SUPREME COURT OF THE STATE OF NEW YORK APPELLATE DIVISION SECOND JUDICIAL DEPARTMENT


May 19, 2009

MAX GERSHFELD, ET AL., APPELLANTS,
v.
MARINE PARK FUNERAL HOME, INC., RESPONDENT.

In an action to recover damages for personal injuries, etc., the plaintiffs appeal from (1) an order of the Supreme Court, Kings County (Martin, J.), dated January 2, 2008, which granted the defendant's motion for summary judgment dismissing the complaint, and (2) a judgment of the same court entered February 25, 2008, which, upon the order, is in favor of the defendant and against them, dismissing the complaint.

Published by New York State Law Reporting Bureau pursuant to Judiciary Law § 431.

This opinion is uncorrected and subject to revision before publication in the Official Reports.

PETER B. SKELOS, J.P., ANITA R. FLORIO, JOHN M. LEVENTHAL and L. PRISCILLA HALL, JJ.

(Index No. 36467/04)

DECISION & ORDER

ORDERED that the appeal from the order is dismissed; and it is further,

ORDERED that the judgment is affirmed; and it is further,

ORDERED that one bill of costs is awarded to the defendant.

The appeal from the intermediate order must be dismissed because the right of direct appeal therefrom terminated with the entry of judgment in the action (see Matter of Aho, 39 NY2d 241, 248). The issues raised on the appeal from the order are brought up for review and have been considered on the appeal from the judgment (see CPLR 5501[a][1]).

The plaintiff Max Gershfeld (hereinafter the injured plaintiff) allegedly slipped and fell on ice on an exterior mat abutting one of the entrances to the defendant's premises. At a deposition, the injured plaintiff stated that the ice was clear and not visible until it was touched. The defendant subsequently moved for summary judgment, contending that it did not create the alleged defect or have actual or constructive notice of it. The Supreme Court granted the motion and subsequently entered a judgment in favor of the defendant and against the plaintiffs, dismissing the complaint. We affirm.
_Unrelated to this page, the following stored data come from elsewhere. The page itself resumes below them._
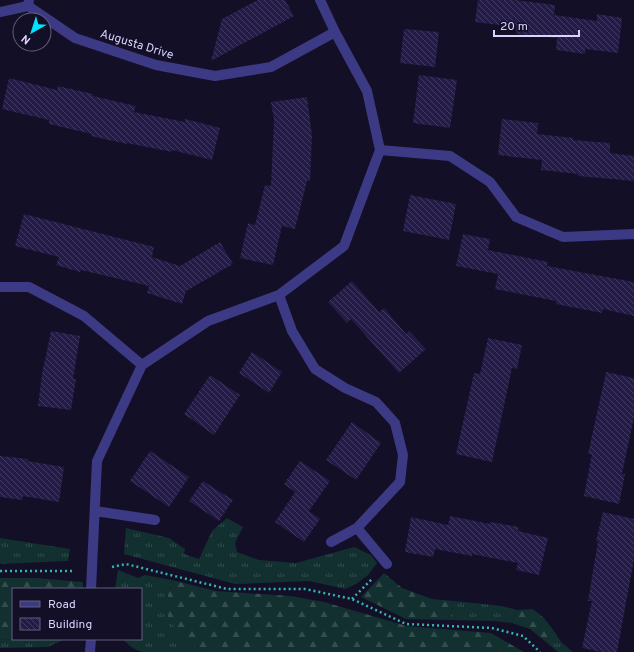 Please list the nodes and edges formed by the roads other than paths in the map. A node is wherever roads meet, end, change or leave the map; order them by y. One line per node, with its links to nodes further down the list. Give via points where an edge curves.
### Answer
1 (320, 0): 4 (street)
2 (29, 3): 3 (street, Augusta Drive); 4 (street, Augusta Drive, via 75,38 156,65 215,76 272,67)
3 (0, 12)
4 (335, 32): 5 (street, via 367,91)
5 (380, 150): 6 (street, via 450,156 490,182 516,217 563,236); 8 (street, via 344,246)
6 (634, 234)
7 (0, 287): 9 (street, via 29,287 84,316)
8 (279, 296): 9 (street, via 208,321); 12 (street, via 292,331 315,369 345,388 376,402 395,423 403,455 400,482)
9 (142, 365): 10 (street, via 97,461)
10 (95, 511): 11 (street); 15 (street)
11 (155, 520)
12 (357, 528): 13 (street); 14 (street)
13 (331, 542)
14 (387, 564)
15 (91, 588)
16 (90, 640): 17 (street)
17 (90, 652) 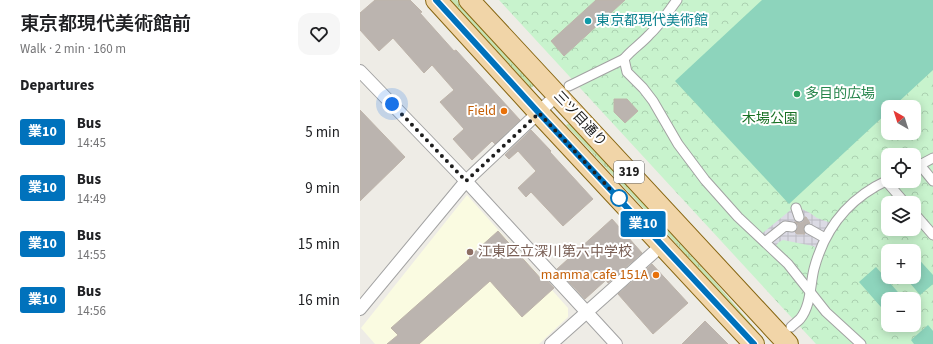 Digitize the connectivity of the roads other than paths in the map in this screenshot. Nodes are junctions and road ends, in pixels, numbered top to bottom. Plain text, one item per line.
1 (436, 0) edge
2 (469, 0) edge
3 (677, 0) edge
4 (624, 59) junction
5 (360, 71) edge
6 (563, 91) junction
7 (539, 113) junction
8 (933, 158) edge
9 (921, 165) edge
10 (921, 170) edge
11 (466, 181) junction
12 (933, 181) edge
13 (881, 183) edge
14 (893, 188) edge
15 (900, 196) edge
16 (796, 208) dead end
17 (798, 218) dead end
18 (921, 221) edge
19 (792, 227) dead end
20 (809, 229) dead end
21 (933, 234) edge
22 (825, 238) junction
23 (765, 242) junction
24 (662, 245) junction
25 (809, 291) junction
26 (360, 309) edge
27 (586, 312) junction
28 (789, 336) edge
29 (551, 344) edge
30 (616, 344) edge
31 (754, 344) edge
32 (861, 344) edge

1 - 7 main road, 三ツ目通り / 319
2 - 6 main road, 三ツ目通り / 319
3 - 4 street
4 - 6 street
4 - 23 street
5 - 11 street
6 - 7 street
6 - 28 main road, 三ツ目通り / 319
7 - 11 street
7 - 24 main road, 三ツ目通り / 319
8 - 9 street
10 - 12 street
11 - 26 street
11 - 27 street
13 - 22 street
14 - 15 street
16 - 17 street
18 - 21 street
19 - 23 street
20 - 22 street
22 - 25 street
23 - 25 street
24 - 27 street
24 - 31 main road, 三ツ目通り / 319
25 - 28 street
25 - 32 street
27 - 29 street
27 - 30 street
The defendant established its prima facie entitlement to judgment as a matter of law by demonstrating that it did not create the alleged defect or have actual or constructive notice of it (see Christal v Ramapo Cirque Homeowners Assoc., 51 AD3d 846; Kaplan v DePetro, 51 AD3d 730; Makaron v Luna Park Hous. Corp., 25 AD3d 770; Zabbia v Westwood, LLC, 18 AD3d 542; Murphy v 136 N. Blvd. Assocs., 304 AD2d 540; Carricato v Jefferson Val. Mall Ltd. Partnership, 299 AD2d 444). In opposition, the plaintiffs failed to submit evidence sufficient to raise a triable issue of fact. The plaintiffs' contention that the icy condition formed as a result of the defendant's negligent snow removal efforts is speculative (see Robinson v Trade Link Am., 39 AD3d 616). Additionally, a general awareness that a hazardous condition may be present is insufficient to establish notice (see Piacquadio v Recine Realty Corp., 84 NY2d 967, 969).

SKELOS, J.P., FLORIO, LEVENTHAL and HALL, JJ., concur.